### Work instruction
Repeat exactly the lines of the records below, starting at the line containing "pinky mcp: (682, 403)" and ending at the line containing "thumb tip: (264, 229)". Leave the pictures out.

### Records for the exercise
***

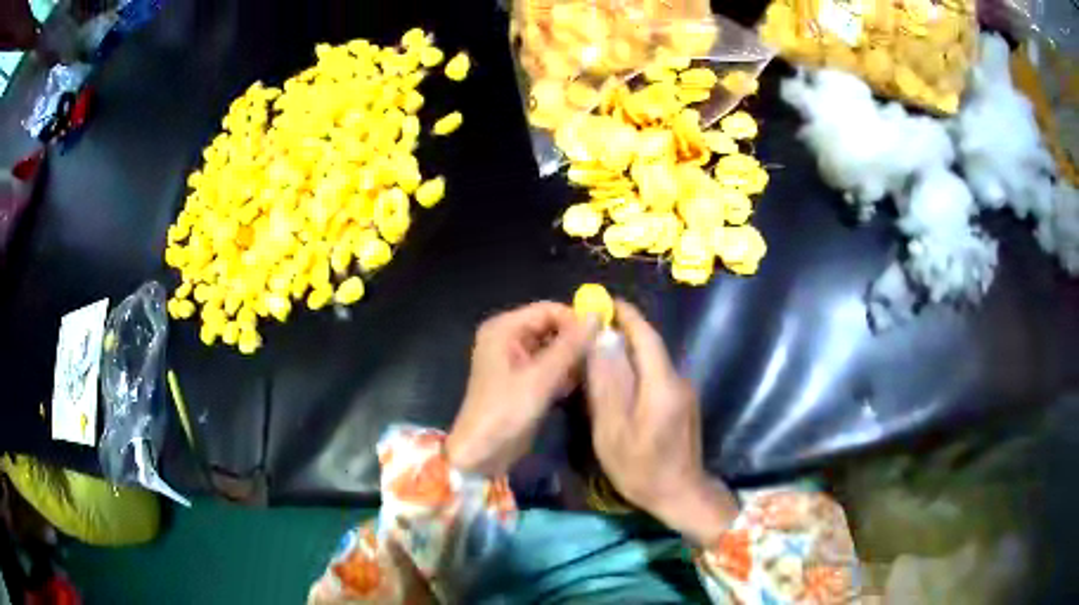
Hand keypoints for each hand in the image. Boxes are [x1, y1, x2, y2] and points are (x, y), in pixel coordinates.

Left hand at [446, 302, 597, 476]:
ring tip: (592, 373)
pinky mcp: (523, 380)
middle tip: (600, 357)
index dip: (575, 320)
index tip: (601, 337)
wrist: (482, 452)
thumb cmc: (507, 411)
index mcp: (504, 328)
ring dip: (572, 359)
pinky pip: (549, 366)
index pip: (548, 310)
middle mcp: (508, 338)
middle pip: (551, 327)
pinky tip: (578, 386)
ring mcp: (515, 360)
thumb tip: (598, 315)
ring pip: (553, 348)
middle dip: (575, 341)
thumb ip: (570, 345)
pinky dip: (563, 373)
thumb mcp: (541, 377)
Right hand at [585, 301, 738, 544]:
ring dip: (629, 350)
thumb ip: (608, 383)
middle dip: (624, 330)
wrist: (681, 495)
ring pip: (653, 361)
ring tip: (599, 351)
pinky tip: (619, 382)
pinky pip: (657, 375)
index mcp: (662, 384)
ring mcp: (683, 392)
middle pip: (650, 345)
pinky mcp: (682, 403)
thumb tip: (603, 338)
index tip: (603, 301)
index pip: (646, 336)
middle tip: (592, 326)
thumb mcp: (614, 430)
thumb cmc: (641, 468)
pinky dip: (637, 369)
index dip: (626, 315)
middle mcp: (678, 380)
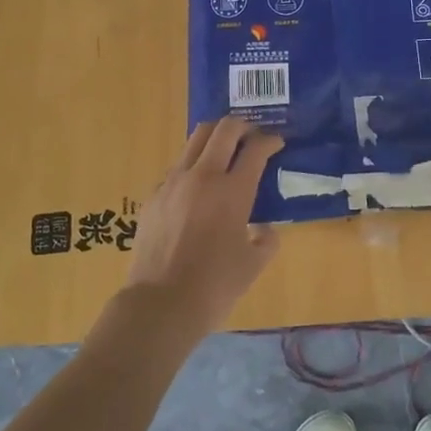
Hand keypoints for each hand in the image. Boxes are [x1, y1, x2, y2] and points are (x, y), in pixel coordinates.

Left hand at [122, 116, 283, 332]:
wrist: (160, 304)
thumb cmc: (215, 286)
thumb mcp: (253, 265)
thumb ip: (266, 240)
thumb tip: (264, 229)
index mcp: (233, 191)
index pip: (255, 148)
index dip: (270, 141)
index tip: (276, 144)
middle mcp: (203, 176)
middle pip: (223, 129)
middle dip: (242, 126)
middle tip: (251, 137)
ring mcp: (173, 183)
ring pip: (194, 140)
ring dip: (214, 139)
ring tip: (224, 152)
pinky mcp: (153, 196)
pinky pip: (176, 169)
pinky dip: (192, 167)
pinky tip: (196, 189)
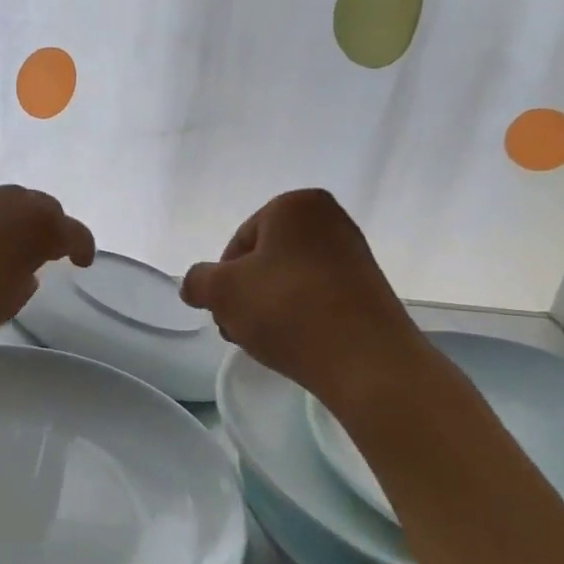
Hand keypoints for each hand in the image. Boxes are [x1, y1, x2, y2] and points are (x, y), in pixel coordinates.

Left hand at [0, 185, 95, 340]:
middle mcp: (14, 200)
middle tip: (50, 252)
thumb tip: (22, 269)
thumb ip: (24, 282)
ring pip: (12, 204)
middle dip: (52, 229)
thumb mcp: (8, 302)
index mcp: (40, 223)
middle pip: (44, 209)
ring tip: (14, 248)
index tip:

***

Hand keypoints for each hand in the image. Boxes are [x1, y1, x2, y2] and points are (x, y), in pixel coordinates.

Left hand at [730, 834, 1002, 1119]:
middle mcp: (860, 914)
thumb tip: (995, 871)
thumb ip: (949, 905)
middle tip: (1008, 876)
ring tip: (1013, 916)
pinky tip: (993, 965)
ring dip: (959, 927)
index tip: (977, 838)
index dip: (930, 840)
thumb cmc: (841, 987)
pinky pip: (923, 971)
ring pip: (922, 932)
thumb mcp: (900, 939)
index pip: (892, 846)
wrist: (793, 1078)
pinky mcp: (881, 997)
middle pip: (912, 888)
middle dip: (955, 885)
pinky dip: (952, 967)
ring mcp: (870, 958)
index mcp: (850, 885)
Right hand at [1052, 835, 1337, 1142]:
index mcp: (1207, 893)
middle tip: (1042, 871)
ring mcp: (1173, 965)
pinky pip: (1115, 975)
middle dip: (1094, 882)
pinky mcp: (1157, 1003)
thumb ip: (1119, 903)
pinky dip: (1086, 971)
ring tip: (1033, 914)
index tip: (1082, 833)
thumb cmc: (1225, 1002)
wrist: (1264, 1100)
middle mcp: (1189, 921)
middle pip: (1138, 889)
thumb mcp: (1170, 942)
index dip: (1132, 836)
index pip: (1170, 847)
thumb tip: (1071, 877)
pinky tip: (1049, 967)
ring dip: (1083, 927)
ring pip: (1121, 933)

***

### Result for this exercise
pinky mcp: (682, 403)
thumb tip: (603, 338)
index tip: (603, 301)
index pip: (646, 336)
middle tip: (592, 326)
thumb mcp: (614, 430)
thumb cmc: (641, 468)
pinky dip: (637, 369)
index dip: (626, 315)
middle mcp: (678, 380)
Hand keypoints for each hand in the image. Boxes are [x1, y1, x2, y2] and points are (x, y), in pixel coordinates.

Left hand at [122, 116, 283, 332]:
wrist: (160, 304)
thumb cmc: (215, 286)
thumb mcp: (253, 265)
thumb ip: (266, 240)
thumb tip: (264, 229)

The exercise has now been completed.